# Safari/firefox crashes upon flash app



## catalanfc (Apr 14, 2008)

Hi,

Since I have upgraded to the last version of adobe flash player 9.0.124, Safari crashes systematicelly on certain website when flash player 9 is required, I have attached the crashed log.

My config is : Macos tiger 10.4.6
Macbook intel 1.83Ghz 1Gb ram
Acces to the web through a 3G mobile dongle

I'm a bit short on idea as I've done the following test and the problem remains the same :
- Tried on Firefox, same issue
- Uninstall (no more crash but obsiously no Flash player anymore) + reinstall several time
- Test under another account
- Disk permission repaired (It reported an error but didn't fix the issue)
- removed the plist files
- removed manualy /library/preferences/macromedia/flash player
- reboot

Well to do it simple, I'm stuck, would like to install a previous version but can't find one on the web (even on versiontracker) so if someone could inspire me I would be pleased !!


----------



## Satcomer (Apr 14, 2008)

The Flash plugin is messing up! Uninstall the flash plugin to see if it helps.


----------



## catalanfc (Apr 14, 2008)

Well, as soons as I uninstall adobe flash player my internet browser doesn't crash anymore but what could I use to read the web-based flash application ?


----------



## Satcomer (Apr 14, 2008)

First open Disk Utility (/Applications/Utilities/Disk Utility) and "Repair Permissions" on the drive.  Then download the latest Flash plugin and , but don't open any browser yet.  After the Flash plugin install use Disk Utility again and "Repair Permissions" yet again. Hopefully this will fix the problem.


----------



## catalanfc (Apr 15, 2008)

Well I tried this operation but it was unsuccessful, actually the flash plugin installer automatically opens a web browser  at the end of the install...

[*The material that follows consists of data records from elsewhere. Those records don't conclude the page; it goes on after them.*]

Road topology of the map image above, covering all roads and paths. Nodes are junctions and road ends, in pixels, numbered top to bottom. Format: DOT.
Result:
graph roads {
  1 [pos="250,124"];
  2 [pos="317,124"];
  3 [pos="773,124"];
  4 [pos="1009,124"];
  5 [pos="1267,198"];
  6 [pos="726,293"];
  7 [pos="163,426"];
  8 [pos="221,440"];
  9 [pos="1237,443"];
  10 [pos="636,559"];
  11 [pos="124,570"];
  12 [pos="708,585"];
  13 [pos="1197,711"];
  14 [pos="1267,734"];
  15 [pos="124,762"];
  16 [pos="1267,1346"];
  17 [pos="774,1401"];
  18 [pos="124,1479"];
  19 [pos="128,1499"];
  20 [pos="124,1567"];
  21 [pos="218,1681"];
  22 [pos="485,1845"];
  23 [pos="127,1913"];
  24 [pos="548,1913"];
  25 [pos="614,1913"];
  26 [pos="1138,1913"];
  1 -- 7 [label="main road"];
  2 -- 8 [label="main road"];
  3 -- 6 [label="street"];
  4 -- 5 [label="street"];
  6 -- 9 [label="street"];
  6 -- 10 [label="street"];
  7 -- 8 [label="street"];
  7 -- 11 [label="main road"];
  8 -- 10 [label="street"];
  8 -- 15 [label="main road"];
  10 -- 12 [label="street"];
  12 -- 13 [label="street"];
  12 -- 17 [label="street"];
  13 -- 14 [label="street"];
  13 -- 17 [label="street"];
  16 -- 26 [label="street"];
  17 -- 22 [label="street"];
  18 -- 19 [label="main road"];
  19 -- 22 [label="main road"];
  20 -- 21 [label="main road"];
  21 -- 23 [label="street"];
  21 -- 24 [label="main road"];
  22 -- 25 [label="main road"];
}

Anyway I finally found a light improvement by copying the files install from flash player 8 (found on a mac forum) straight in /library/internet plugin

Now I can use most of flash based application (youtube...) but some of them still requires flash 9.

Pretty strange...


----------



## 1040 (Jun 13, 2008)

I had the same problem, my flash plugin crashes both Safari and Firefox.  They worked before, but now all sites crash and an error warning about something probably is wrong with my flash player. I used the adobe uninstall file,  reinstalled older 9 versions included the r47 that some other forums mentions, repaired disk permissions, but still no luck.  This is very frustrating and there should be many more out there with the same problem.  I have no idea where the problem lies, OS X or Flash, but there ought to be a fix for this as 50% of my browsing now is useless without Flash.


----------



## catalanfc (Jun 13, 2008)

Well, I'm still running with the same config with flash player 8.

If it helps, I didn't use an installer but I copied directly the installed files, and I didn't try to do the same with the flash 9.

Good luck !


----------



## 1040 (Jun 15, 2008)

Well, I've been working on this on an off for 3 days now, and this is not a new issue as can be read on this Adobe forum.

Finally after trying most recommended fixes, and I need Flash 9 to work, doing sodu commands in the terminal etc.  you name it!  I went to basic and reinstalled OS X.

Now that worked for now, but I have no idea where this buggy thing originated from, could be an OS X upgrade or maybe because I installed Firefox or something like that??

Now, there will be no upgrades on me before Apple and Adobe come together and fix this meSS.

Oh, if someone think it's a hardware issue, I have a Mac Mini with Intel Core Duo chip.  The rest of my stuff run on Linux/Windows, and this is my first Apple machine, and now it  works, for a long while I hope


----------